• **TASK PROMPT**
The lines to copy are those in the listing below that contain the word "bold".

• **DATA IN THIS EXERCISE**

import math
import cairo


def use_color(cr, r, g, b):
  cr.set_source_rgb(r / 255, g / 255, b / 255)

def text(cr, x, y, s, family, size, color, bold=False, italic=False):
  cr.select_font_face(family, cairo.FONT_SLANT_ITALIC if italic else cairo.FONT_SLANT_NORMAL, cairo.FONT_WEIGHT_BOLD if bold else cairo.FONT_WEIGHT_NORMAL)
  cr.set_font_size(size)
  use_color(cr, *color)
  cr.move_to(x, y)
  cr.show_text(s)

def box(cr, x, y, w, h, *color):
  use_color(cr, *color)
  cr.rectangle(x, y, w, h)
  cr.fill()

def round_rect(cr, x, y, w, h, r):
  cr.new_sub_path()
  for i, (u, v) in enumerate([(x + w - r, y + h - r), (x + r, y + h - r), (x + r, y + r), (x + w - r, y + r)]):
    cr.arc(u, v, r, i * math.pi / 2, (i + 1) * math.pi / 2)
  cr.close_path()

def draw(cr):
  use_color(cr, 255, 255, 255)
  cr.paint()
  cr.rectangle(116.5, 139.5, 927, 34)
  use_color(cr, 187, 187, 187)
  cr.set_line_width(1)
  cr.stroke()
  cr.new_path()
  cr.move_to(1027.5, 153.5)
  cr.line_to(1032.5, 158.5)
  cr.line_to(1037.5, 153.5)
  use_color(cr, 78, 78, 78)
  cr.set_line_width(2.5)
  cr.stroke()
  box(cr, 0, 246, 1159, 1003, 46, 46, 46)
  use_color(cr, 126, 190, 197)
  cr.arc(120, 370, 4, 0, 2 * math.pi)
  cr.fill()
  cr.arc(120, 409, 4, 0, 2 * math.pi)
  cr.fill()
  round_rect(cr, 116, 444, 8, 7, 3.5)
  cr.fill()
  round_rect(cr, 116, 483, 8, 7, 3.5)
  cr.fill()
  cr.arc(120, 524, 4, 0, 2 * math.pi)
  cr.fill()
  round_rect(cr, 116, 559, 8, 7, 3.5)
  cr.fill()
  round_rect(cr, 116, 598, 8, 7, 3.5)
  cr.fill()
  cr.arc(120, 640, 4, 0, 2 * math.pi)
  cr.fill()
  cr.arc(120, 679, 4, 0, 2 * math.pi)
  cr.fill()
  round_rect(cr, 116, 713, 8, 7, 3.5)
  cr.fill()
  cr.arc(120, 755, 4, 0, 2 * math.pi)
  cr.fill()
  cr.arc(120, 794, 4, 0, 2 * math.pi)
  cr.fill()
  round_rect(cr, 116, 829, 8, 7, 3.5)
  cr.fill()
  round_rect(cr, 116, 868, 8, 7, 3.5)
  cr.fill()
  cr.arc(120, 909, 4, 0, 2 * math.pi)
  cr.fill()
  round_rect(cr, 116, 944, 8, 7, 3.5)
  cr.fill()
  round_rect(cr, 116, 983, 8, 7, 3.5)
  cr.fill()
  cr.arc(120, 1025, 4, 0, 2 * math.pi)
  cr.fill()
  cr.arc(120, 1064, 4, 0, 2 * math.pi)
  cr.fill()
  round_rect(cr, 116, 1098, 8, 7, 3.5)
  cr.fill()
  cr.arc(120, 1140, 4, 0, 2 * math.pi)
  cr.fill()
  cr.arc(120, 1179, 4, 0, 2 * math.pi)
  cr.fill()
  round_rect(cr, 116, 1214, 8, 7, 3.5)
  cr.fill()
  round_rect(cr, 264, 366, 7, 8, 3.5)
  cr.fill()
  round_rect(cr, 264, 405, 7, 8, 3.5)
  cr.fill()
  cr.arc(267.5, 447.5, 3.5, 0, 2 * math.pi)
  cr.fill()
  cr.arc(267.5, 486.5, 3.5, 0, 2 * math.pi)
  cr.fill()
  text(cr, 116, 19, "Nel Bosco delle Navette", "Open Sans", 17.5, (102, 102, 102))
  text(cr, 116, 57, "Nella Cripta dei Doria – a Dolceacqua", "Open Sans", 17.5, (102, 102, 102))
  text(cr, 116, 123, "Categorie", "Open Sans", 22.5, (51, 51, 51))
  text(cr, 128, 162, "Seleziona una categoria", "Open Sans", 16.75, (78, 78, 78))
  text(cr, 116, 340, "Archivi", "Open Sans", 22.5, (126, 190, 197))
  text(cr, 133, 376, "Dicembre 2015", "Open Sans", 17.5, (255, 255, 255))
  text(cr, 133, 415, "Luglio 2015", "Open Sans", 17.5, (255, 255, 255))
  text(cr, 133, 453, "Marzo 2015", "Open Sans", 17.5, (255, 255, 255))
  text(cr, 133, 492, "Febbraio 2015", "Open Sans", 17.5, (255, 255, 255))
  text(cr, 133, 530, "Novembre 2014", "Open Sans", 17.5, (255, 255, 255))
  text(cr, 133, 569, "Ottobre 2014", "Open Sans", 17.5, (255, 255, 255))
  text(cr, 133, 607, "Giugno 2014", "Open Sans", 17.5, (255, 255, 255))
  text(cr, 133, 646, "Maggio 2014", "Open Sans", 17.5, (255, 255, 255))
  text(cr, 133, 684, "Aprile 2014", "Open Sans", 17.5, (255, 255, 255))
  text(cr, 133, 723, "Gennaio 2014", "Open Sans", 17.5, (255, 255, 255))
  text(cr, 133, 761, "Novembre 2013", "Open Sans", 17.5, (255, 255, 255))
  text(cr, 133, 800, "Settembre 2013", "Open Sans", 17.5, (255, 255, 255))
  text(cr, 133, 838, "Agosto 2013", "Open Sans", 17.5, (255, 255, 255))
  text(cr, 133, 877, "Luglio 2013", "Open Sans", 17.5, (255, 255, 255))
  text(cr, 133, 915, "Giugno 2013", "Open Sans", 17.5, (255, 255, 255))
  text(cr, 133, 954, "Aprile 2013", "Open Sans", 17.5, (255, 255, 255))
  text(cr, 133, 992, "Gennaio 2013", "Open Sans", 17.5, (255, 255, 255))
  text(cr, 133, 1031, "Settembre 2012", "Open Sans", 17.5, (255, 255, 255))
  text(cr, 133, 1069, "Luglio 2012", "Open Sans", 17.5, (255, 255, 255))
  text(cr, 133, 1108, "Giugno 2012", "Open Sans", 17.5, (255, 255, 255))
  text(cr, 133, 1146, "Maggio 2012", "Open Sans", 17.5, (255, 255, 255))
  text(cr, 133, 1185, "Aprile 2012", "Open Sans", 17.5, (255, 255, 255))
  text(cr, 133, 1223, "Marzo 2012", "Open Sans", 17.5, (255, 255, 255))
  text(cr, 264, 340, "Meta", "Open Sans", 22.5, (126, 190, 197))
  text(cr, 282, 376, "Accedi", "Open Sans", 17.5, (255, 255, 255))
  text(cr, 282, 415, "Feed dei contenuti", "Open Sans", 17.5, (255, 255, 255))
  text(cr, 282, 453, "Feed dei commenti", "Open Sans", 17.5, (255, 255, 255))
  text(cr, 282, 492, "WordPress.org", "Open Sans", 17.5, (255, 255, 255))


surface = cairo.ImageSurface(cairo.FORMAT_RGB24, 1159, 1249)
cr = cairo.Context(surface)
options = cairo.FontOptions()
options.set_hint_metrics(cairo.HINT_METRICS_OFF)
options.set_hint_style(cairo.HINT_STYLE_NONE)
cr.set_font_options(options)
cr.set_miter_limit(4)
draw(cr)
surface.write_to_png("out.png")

• **YOUR SOLUTION**
def text(cr, x, y, s, family, size, color, bold=False, italic=False):
  cr.select_font_face(family, cairo.FONT_SLANT_ITALIC if italic else cairo.FONT_SLANT_NORMAL, cairo.FONT_WEIGHT_BOLD if bold else cairo.FONT_WEIGHT_NORMAL)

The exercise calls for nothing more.